### Problem description:
Scan the lines below for the string "الصاعقه". Reply with how many match, and no other words.

### Given records:
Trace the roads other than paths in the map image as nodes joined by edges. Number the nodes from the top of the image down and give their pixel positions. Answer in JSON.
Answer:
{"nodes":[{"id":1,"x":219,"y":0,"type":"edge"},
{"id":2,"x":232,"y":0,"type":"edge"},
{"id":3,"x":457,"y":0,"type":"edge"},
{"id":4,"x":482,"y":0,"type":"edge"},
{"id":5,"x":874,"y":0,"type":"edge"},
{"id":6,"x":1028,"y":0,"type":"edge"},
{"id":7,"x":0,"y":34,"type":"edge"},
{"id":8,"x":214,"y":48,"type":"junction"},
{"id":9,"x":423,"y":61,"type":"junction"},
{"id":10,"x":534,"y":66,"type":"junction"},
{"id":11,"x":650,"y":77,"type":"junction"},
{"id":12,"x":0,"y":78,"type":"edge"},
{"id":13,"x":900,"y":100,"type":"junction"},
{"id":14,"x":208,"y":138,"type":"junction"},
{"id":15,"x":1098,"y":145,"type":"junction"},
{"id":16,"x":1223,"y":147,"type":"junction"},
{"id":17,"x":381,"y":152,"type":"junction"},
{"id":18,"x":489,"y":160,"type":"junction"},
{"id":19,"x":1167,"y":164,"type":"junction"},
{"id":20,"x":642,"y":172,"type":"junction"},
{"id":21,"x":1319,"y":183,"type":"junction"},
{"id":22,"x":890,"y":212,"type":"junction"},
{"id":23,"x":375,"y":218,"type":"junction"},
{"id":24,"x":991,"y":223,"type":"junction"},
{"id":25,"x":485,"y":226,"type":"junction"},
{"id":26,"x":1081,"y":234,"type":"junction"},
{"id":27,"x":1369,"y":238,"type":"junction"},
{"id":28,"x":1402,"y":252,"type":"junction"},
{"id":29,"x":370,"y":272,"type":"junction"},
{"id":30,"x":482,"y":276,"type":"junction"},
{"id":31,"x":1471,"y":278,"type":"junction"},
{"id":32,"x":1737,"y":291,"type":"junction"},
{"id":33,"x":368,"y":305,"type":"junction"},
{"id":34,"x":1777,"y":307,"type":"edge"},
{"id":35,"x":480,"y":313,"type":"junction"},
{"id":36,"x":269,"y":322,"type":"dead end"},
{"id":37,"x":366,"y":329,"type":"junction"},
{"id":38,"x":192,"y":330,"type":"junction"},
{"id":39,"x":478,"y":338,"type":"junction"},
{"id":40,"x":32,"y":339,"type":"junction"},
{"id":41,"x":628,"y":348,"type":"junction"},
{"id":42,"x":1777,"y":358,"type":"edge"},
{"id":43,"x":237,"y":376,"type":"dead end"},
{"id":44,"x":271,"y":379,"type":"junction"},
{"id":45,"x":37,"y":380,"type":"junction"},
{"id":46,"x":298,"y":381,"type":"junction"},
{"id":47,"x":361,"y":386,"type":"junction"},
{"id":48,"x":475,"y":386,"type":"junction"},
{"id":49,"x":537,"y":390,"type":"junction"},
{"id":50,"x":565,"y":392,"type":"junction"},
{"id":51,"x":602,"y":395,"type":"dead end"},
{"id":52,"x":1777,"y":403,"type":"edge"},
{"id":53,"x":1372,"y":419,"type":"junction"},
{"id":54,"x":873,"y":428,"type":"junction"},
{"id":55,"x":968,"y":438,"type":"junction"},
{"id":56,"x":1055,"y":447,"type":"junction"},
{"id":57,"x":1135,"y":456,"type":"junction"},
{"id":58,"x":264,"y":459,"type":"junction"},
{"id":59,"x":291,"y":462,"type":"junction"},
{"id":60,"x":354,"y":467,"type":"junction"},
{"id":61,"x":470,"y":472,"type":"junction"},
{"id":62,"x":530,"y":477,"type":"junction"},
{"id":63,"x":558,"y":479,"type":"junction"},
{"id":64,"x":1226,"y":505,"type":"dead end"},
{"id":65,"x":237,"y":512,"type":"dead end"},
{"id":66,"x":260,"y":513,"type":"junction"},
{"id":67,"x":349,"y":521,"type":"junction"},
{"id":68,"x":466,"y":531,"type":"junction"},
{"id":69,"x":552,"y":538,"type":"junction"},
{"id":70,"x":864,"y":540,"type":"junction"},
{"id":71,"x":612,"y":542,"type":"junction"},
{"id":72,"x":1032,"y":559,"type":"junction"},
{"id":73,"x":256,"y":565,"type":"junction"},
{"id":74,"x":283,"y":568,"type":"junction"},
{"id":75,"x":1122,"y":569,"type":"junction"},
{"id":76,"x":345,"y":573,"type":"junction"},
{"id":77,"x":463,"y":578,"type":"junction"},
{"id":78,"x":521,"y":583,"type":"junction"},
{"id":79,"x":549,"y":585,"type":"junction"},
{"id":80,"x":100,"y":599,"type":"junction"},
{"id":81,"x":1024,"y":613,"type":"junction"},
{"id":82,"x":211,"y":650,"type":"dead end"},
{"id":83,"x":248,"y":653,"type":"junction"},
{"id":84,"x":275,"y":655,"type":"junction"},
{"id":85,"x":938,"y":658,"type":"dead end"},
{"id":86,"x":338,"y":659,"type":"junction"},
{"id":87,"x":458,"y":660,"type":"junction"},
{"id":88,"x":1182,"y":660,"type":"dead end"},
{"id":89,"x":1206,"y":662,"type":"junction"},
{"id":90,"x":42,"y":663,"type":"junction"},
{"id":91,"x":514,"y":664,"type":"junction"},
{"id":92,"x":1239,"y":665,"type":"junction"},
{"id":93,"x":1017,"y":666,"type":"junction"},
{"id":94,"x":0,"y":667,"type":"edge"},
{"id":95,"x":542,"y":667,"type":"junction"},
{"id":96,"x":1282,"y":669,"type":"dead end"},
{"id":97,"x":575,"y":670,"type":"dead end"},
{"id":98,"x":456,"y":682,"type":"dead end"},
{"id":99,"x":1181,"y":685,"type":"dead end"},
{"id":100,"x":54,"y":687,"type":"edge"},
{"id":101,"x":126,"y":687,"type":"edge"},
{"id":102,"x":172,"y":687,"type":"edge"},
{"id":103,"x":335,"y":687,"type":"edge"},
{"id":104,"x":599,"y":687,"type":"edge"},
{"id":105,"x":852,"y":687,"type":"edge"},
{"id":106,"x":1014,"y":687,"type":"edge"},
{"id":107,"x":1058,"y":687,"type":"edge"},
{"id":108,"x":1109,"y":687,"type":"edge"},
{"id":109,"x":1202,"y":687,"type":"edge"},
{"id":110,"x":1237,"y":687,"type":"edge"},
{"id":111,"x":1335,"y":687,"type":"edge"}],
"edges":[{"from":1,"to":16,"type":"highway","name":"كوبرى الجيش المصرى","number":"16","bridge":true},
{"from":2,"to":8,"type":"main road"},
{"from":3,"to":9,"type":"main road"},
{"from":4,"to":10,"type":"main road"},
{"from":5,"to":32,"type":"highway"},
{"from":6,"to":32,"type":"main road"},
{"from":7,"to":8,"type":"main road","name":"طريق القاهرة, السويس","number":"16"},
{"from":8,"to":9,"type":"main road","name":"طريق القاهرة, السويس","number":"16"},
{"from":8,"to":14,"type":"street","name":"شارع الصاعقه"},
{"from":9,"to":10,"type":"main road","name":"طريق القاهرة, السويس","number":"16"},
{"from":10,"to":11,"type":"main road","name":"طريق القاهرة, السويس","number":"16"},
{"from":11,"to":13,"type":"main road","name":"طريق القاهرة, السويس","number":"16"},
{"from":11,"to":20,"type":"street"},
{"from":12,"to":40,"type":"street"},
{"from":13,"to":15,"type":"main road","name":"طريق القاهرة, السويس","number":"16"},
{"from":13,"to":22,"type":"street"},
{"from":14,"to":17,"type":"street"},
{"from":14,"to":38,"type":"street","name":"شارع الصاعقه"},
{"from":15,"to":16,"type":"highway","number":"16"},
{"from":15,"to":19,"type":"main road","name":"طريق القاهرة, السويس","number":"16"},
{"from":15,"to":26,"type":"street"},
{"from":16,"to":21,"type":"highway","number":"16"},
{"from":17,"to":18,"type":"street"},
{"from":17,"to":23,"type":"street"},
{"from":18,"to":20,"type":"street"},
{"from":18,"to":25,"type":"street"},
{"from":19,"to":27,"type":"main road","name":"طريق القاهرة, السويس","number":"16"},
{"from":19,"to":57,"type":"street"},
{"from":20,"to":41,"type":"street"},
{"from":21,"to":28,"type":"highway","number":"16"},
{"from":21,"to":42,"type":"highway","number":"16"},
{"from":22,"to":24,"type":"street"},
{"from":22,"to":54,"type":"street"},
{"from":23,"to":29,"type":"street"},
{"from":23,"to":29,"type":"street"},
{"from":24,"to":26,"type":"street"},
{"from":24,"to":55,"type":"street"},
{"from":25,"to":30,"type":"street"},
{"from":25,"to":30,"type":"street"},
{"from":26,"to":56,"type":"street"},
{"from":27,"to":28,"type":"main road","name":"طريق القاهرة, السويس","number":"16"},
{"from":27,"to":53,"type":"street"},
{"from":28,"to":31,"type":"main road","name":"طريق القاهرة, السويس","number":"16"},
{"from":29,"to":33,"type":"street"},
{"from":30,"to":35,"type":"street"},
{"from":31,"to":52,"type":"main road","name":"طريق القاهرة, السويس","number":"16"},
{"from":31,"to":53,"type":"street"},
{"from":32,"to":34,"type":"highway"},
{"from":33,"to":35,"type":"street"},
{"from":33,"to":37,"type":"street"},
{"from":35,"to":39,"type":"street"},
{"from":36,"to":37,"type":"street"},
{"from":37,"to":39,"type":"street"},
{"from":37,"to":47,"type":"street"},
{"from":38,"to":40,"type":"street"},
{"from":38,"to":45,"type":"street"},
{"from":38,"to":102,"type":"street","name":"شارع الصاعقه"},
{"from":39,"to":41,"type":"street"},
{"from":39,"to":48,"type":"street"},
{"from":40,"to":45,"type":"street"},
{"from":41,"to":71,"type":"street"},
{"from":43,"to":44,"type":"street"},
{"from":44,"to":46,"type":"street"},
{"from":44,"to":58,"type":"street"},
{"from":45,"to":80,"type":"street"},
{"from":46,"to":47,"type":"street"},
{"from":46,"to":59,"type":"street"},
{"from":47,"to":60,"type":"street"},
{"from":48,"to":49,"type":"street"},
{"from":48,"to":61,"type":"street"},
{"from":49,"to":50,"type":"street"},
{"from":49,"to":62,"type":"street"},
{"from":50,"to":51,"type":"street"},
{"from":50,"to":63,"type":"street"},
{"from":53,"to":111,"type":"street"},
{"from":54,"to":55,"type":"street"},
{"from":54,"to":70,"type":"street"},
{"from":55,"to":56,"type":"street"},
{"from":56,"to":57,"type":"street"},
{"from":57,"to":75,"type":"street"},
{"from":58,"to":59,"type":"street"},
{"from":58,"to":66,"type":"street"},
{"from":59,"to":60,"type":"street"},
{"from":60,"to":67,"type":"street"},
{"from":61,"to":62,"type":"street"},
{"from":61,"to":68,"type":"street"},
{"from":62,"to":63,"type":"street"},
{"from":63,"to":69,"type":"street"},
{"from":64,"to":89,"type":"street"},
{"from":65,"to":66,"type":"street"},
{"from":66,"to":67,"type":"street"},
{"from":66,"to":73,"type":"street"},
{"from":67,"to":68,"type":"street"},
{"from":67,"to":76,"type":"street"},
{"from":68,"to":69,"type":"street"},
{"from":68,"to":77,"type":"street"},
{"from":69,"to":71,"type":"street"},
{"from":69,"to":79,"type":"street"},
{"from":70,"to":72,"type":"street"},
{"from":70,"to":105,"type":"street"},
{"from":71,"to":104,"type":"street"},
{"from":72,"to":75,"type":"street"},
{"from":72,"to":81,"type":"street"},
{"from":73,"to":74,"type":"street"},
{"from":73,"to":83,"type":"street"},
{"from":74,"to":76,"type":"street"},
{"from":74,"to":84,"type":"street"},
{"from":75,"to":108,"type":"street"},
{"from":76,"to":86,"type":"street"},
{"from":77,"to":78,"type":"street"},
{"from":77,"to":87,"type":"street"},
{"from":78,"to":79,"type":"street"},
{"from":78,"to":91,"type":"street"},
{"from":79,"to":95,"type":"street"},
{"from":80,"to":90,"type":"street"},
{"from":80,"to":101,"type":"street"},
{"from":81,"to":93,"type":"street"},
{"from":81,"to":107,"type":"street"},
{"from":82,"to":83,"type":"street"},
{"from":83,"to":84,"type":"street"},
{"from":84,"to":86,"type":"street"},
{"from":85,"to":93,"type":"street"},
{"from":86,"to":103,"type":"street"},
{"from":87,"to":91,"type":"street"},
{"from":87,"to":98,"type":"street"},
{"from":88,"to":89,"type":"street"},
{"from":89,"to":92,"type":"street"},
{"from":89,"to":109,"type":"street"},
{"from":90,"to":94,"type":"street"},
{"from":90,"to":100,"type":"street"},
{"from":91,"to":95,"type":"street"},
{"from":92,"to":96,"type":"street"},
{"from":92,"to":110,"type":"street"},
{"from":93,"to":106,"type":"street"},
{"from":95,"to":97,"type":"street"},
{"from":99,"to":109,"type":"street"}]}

### Solution:
3